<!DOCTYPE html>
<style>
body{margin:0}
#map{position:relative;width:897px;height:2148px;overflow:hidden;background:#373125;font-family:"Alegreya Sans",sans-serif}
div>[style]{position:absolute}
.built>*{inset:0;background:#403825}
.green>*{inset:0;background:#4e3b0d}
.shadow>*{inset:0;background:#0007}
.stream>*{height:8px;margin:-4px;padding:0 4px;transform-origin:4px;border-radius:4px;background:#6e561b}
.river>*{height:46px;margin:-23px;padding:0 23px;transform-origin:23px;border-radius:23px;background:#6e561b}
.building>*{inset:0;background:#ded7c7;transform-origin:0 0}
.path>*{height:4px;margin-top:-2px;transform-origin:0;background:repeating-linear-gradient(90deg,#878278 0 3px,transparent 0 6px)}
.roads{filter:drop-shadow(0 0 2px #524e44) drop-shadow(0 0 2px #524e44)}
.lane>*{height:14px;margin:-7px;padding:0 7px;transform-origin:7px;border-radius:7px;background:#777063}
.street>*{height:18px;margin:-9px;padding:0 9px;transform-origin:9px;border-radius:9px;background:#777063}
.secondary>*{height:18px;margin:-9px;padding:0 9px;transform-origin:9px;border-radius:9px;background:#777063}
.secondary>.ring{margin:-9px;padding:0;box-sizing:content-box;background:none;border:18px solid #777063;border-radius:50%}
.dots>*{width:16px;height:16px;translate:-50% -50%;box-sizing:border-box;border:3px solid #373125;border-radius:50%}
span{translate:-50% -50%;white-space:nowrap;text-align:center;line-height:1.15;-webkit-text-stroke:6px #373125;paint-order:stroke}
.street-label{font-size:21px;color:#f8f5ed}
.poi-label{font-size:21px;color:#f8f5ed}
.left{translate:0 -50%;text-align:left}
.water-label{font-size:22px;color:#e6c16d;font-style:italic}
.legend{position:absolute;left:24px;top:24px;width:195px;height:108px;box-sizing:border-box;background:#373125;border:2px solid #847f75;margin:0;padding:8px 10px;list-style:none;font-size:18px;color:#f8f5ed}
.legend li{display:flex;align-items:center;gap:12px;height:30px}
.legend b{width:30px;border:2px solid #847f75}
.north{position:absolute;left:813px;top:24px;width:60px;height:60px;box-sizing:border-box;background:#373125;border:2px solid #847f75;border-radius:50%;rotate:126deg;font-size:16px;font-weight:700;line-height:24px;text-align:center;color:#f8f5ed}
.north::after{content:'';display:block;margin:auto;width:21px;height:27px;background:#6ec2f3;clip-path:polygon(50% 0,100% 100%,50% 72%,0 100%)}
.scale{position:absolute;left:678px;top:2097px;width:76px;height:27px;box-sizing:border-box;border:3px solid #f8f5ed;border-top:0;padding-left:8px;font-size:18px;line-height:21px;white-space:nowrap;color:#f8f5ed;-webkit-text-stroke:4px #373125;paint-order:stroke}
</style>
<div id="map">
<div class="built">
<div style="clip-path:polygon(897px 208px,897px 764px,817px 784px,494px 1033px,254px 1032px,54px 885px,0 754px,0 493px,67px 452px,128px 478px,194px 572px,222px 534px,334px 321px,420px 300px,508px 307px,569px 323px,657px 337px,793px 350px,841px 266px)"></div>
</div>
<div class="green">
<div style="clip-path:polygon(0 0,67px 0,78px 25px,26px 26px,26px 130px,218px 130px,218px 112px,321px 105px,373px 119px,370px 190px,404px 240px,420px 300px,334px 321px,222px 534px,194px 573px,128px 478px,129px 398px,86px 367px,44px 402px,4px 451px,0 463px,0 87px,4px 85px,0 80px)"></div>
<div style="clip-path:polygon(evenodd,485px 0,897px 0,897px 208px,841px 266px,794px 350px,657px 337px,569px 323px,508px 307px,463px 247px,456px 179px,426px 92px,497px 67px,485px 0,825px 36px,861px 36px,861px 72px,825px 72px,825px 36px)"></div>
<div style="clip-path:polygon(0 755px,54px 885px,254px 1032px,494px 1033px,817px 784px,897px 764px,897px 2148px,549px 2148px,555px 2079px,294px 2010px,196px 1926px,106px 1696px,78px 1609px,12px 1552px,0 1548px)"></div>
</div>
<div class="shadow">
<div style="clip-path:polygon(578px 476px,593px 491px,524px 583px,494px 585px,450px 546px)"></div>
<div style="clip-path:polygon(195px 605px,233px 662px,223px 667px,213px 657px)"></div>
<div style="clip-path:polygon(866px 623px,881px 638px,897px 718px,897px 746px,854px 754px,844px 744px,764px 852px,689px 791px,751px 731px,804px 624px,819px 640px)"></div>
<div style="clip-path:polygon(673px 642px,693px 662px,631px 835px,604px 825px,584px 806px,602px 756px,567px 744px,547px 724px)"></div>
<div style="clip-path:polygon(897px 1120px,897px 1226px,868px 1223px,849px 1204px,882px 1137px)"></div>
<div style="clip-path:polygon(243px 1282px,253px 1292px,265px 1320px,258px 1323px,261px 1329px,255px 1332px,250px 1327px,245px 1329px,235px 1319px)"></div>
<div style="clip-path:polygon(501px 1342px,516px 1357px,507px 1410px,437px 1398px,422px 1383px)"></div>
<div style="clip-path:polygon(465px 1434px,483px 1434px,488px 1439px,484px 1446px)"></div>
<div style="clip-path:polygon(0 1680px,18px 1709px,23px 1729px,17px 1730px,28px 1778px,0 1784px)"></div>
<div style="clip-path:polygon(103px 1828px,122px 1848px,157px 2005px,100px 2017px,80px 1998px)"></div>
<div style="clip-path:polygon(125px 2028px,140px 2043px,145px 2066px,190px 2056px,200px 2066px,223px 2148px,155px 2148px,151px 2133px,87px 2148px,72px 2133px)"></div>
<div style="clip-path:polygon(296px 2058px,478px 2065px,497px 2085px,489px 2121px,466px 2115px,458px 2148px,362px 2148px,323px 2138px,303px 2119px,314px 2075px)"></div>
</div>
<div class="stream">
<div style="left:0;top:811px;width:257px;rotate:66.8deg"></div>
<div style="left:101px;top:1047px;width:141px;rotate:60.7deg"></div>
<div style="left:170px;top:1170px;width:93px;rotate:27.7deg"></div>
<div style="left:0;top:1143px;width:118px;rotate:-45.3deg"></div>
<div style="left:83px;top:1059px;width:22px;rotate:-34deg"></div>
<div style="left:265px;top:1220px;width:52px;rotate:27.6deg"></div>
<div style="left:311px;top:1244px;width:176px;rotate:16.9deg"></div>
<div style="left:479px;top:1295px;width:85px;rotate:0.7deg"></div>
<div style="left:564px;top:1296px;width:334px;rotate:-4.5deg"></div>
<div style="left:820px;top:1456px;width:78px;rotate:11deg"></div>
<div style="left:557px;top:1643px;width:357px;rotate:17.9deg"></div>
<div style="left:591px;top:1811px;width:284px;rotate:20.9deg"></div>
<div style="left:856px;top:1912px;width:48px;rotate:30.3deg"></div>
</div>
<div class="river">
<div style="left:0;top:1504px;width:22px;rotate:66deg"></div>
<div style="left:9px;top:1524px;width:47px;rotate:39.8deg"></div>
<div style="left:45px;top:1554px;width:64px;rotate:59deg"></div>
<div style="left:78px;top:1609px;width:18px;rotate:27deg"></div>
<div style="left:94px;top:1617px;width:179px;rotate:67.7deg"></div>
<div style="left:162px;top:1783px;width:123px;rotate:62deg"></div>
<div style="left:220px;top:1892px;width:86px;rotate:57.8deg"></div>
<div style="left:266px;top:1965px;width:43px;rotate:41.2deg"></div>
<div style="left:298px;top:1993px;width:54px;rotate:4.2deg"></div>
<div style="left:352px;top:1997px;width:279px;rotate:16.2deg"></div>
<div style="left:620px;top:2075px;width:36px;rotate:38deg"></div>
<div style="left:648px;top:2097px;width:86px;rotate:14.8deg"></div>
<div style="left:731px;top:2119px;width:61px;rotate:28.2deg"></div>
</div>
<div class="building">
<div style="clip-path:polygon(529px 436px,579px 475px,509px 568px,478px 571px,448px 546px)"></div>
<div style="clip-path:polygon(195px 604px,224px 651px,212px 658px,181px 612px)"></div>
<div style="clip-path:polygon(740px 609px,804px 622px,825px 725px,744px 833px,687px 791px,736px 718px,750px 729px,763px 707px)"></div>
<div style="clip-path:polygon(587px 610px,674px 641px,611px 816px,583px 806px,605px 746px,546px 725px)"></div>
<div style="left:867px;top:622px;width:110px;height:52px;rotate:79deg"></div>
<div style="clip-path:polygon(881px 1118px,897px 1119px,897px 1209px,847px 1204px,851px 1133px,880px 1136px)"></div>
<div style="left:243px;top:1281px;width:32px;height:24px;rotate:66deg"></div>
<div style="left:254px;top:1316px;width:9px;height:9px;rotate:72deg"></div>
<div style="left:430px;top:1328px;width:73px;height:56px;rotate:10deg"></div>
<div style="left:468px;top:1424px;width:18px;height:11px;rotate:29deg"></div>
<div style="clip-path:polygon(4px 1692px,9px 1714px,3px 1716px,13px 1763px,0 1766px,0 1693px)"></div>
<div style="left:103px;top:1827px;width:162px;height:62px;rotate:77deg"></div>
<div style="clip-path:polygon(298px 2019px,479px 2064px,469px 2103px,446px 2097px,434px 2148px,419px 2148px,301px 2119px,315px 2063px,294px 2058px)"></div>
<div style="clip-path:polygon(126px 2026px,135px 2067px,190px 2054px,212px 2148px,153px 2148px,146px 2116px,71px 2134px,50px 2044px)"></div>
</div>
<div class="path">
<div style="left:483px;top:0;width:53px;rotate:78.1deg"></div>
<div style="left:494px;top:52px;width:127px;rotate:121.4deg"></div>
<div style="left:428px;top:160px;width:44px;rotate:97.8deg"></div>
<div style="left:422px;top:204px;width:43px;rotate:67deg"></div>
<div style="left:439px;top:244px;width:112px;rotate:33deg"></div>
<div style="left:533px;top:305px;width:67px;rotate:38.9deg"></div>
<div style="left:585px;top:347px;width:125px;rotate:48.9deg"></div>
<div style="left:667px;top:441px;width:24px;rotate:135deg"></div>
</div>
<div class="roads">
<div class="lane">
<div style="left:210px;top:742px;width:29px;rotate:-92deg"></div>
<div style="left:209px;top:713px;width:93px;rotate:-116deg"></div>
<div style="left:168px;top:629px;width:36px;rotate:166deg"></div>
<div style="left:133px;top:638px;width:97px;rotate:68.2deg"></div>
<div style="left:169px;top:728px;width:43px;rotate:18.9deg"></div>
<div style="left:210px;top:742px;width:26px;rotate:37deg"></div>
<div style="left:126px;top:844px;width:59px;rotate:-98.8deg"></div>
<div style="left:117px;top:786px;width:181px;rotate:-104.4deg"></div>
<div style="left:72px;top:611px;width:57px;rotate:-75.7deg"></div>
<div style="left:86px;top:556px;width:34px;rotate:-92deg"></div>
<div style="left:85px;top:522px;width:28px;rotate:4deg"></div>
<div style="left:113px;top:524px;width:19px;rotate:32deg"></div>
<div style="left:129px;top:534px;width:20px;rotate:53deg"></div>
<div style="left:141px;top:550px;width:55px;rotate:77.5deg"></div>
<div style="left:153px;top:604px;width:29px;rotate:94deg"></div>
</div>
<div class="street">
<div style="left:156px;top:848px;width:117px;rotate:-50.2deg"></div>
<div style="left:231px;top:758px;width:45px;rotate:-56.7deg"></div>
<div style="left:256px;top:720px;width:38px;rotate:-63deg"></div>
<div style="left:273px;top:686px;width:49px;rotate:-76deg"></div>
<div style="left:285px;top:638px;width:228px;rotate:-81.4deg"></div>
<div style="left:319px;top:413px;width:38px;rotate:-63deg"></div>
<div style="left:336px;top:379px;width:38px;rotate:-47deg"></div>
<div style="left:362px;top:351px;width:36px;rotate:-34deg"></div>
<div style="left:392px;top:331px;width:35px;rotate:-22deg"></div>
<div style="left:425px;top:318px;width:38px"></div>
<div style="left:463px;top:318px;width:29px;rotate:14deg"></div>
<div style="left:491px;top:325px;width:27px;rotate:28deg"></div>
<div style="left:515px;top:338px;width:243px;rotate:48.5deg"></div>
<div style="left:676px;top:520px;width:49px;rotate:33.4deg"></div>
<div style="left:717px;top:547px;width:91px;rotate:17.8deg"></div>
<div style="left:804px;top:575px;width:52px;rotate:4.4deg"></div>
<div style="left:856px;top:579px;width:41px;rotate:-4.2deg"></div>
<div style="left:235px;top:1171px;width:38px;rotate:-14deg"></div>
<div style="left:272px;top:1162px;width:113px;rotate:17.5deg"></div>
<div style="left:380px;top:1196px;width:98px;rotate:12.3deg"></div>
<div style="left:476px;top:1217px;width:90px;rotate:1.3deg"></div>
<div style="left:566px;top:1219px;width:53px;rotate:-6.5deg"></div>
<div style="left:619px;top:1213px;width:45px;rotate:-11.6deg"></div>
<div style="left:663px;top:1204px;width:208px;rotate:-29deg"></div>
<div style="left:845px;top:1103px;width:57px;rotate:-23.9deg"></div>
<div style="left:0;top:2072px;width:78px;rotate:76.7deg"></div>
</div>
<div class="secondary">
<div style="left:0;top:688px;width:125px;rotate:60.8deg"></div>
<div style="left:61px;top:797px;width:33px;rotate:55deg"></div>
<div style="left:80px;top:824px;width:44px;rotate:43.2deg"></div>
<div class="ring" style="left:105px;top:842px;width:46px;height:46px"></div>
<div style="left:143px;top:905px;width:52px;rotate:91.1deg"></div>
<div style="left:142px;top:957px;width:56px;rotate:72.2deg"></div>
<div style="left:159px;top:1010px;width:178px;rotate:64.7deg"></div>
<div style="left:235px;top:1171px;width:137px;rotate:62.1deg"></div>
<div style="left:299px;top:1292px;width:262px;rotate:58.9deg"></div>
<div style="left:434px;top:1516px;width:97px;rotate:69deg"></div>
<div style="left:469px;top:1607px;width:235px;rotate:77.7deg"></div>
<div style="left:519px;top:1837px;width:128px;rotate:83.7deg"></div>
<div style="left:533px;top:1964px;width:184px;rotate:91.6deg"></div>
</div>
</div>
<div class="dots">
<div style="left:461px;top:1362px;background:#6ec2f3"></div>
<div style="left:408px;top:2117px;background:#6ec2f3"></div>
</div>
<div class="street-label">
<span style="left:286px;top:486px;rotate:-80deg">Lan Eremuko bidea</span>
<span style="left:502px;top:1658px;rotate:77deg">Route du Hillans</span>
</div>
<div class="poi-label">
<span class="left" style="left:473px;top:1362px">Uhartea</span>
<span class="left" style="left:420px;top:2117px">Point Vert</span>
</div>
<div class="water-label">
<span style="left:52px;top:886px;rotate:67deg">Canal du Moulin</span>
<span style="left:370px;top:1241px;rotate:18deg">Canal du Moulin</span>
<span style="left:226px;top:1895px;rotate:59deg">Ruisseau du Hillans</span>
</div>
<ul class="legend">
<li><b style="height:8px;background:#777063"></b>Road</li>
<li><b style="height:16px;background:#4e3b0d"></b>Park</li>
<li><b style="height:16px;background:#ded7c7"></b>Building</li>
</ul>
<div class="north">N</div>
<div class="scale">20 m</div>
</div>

**TASK STATEMENT**
Please go line by line through the records above, copying each one that holds the string "stream".

**TASK OUTPUT**
.stream>*{height:8px;margin:-4px;padding:0 4px;transform-origin:4px;border-radius:4px;background:#6e561b}
<div class="stream">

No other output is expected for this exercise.